→ **What you are asked to do**
Take every line containing "covering" out of the records.

→ **Material provided**
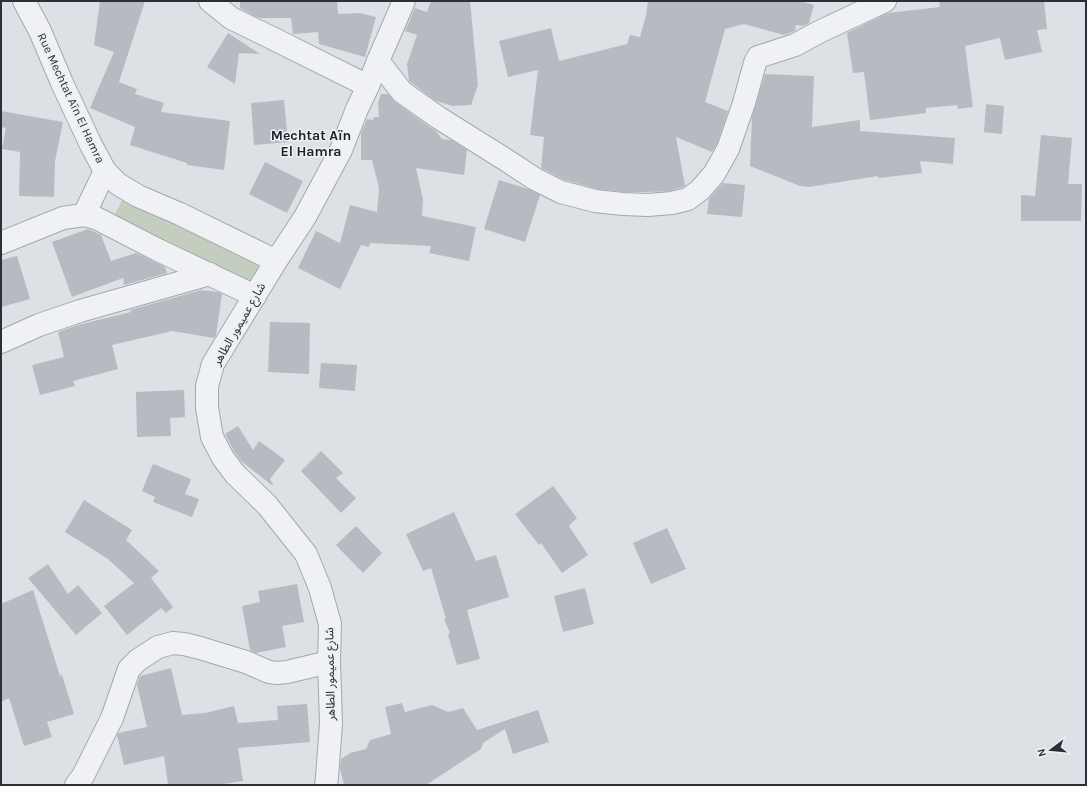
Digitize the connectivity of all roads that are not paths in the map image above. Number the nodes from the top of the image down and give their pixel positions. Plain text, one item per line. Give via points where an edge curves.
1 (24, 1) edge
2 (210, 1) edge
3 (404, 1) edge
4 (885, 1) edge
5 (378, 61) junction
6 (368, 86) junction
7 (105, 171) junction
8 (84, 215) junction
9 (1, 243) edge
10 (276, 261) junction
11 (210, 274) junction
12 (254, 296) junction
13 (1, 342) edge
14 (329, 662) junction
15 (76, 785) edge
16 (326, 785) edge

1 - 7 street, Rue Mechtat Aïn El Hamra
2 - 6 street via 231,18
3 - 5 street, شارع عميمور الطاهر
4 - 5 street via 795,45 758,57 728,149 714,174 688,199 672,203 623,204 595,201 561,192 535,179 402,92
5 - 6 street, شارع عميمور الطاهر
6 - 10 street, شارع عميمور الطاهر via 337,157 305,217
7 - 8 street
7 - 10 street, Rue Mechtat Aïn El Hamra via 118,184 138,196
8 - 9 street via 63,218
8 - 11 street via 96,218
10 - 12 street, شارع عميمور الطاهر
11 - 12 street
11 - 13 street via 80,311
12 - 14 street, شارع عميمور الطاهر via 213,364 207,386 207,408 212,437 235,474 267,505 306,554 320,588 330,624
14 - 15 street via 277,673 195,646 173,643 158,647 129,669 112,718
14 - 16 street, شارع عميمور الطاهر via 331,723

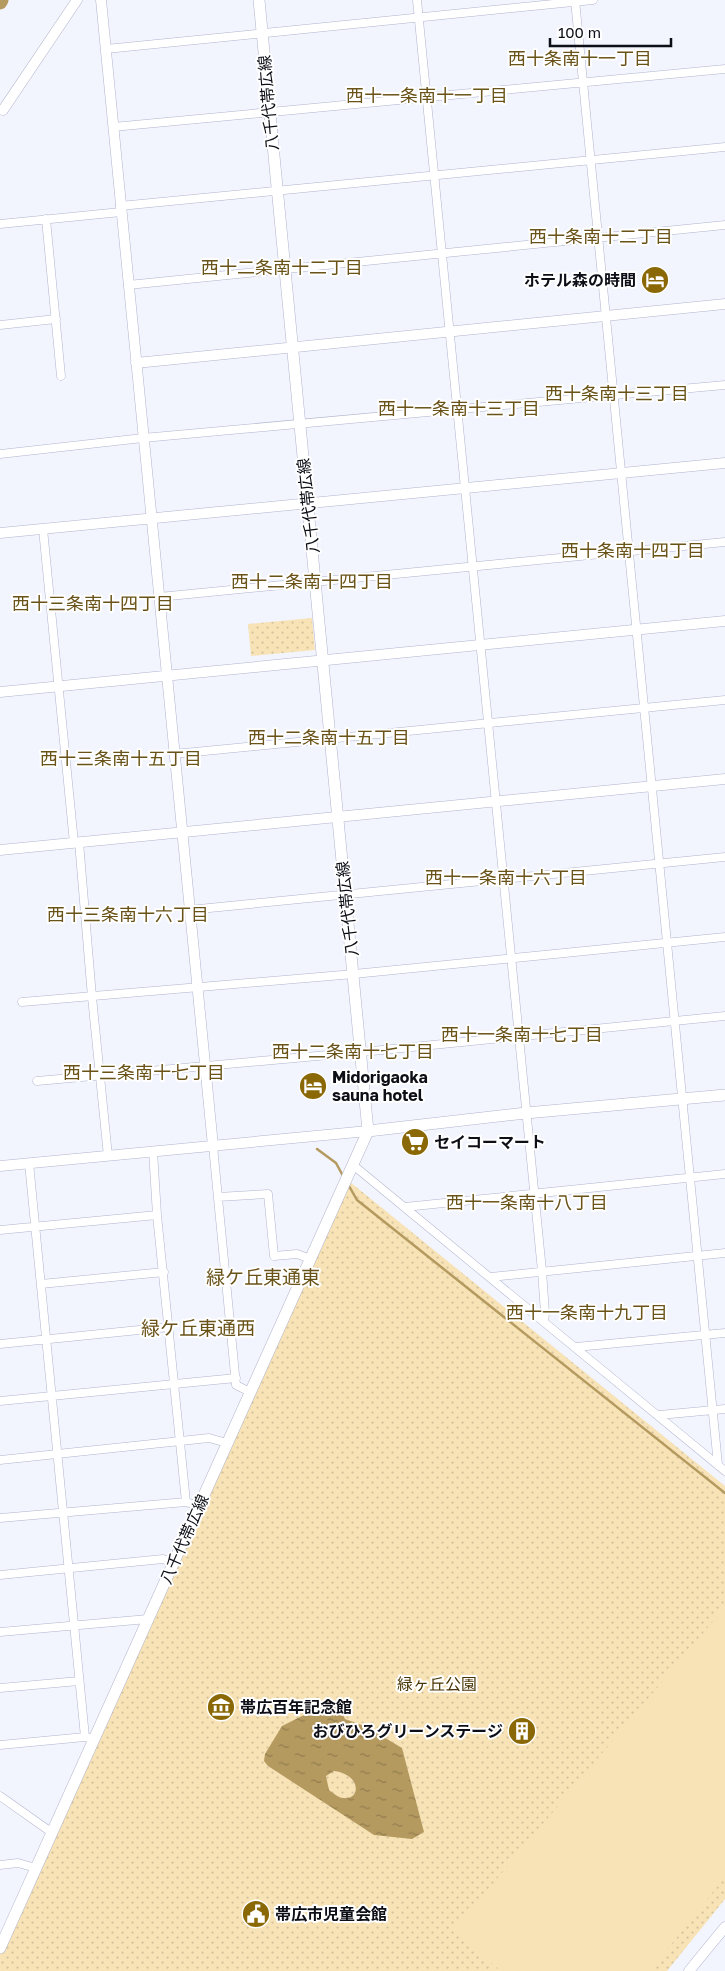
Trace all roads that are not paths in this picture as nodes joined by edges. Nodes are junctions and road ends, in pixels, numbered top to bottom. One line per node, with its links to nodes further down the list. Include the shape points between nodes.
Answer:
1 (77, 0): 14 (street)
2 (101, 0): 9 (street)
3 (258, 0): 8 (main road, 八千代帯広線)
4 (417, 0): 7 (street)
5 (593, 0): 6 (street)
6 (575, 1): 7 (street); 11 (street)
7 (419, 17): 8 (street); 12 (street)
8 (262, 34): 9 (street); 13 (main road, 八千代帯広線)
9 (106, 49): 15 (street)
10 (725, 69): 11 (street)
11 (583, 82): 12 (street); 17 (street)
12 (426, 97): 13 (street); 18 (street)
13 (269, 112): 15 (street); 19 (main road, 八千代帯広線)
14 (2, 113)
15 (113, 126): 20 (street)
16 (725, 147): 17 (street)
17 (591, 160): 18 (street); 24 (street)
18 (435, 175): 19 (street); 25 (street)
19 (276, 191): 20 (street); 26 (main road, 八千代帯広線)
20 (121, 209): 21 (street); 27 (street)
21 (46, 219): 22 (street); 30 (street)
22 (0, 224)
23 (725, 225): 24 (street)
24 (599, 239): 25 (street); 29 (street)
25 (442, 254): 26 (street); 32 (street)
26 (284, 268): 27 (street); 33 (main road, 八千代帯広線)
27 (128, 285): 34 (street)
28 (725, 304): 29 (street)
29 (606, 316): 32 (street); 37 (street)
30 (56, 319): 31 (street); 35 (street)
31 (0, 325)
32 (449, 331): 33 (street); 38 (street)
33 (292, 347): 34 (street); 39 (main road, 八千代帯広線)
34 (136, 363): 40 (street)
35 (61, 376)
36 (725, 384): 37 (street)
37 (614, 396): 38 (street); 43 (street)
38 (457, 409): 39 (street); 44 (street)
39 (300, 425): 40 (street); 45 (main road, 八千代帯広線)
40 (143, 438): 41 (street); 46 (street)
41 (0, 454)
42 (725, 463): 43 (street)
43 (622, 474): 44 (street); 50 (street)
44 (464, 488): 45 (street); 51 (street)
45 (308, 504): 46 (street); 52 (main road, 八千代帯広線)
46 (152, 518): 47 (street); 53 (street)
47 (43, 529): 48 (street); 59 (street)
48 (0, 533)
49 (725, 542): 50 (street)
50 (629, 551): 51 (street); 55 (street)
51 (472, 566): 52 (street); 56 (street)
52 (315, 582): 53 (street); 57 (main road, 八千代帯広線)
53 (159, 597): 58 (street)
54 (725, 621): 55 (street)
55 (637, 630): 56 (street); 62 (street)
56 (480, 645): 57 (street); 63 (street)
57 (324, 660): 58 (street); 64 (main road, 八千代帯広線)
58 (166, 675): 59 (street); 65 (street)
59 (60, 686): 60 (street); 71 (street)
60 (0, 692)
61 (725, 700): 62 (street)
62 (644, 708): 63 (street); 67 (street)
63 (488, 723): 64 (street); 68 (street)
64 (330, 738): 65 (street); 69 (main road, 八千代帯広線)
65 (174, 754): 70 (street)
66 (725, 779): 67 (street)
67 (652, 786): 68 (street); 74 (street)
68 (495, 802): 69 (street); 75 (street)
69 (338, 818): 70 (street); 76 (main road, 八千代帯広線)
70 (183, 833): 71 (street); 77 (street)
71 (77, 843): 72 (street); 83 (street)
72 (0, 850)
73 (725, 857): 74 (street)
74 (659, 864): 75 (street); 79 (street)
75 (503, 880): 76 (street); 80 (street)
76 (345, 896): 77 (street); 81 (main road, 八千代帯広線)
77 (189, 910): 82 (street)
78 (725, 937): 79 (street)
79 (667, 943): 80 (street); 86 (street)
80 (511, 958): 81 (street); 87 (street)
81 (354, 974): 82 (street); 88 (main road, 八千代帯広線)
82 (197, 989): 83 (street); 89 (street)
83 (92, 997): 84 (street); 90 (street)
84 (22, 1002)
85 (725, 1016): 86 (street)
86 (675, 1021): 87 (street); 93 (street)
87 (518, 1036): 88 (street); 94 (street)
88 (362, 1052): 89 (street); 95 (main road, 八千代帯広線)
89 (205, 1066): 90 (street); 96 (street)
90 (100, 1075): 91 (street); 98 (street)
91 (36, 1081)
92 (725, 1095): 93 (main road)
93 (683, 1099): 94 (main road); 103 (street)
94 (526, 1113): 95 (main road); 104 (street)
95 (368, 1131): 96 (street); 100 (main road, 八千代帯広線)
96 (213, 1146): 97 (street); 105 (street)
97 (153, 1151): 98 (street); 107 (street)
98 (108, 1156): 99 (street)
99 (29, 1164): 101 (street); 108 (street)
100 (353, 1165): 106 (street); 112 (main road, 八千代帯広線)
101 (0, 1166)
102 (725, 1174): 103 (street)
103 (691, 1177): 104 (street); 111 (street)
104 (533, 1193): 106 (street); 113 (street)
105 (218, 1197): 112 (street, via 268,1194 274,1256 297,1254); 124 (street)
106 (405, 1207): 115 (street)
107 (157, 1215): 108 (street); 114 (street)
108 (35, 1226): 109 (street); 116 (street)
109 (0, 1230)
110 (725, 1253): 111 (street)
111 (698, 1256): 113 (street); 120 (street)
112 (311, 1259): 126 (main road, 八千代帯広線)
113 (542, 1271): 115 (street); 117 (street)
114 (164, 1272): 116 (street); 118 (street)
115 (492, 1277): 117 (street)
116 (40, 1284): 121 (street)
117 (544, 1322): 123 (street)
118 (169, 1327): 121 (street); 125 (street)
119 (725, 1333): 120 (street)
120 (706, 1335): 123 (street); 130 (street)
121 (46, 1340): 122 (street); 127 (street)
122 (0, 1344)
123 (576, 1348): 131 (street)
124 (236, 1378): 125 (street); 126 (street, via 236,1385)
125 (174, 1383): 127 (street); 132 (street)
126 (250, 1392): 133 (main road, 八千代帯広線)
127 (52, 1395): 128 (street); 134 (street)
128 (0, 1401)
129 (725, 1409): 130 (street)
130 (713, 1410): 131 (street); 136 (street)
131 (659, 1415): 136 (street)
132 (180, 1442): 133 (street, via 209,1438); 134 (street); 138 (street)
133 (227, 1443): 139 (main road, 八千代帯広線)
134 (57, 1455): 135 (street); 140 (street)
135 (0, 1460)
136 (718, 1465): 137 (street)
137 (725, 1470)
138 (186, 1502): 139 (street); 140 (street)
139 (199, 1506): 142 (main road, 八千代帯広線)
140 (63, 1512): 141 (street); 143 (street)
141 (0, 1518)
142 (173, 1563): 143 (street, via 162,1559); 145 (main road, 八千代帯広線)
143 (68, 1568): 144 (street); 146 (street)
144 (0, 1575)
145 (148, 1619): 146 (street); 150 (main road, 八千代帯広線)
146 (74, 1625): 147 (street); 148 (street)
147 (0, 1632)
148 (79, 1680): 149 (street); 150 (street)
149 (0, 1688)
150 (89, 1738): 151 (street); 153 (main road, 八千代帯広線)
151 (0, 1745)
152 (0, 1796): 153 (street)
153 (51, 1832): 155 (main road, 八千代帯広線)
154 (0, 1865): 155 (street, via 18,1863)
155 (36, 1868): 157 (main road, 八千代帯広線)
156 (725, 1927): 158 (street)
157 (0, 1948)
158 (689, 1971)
...
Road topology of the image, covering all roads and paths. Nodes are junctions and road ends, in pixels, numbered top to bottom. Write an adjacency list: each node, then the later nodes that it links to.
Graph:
...
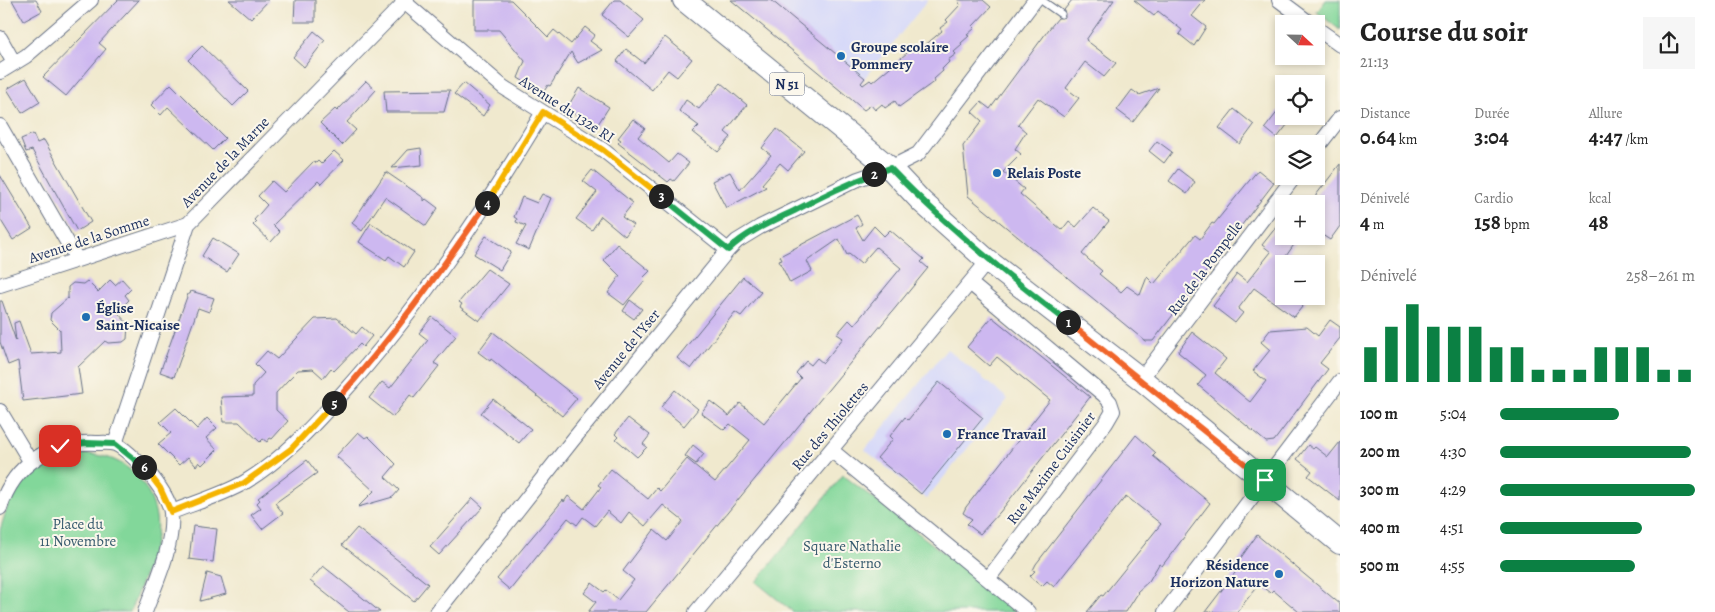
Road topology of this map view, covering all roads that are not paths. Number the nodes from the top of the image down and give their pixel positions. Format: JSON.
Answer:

→ **Expected answer**
Road topology of the image, covering all roads and paths. Nodes are junctions and road ends, in pixels, numbered top to bottom. Write an adjacency list: each node, then the later nodes that it links to.
Road topology of this map view, covering all roads that are not paths. Number the nodes from the top of the image down and give their pixel positions. Format: JSON.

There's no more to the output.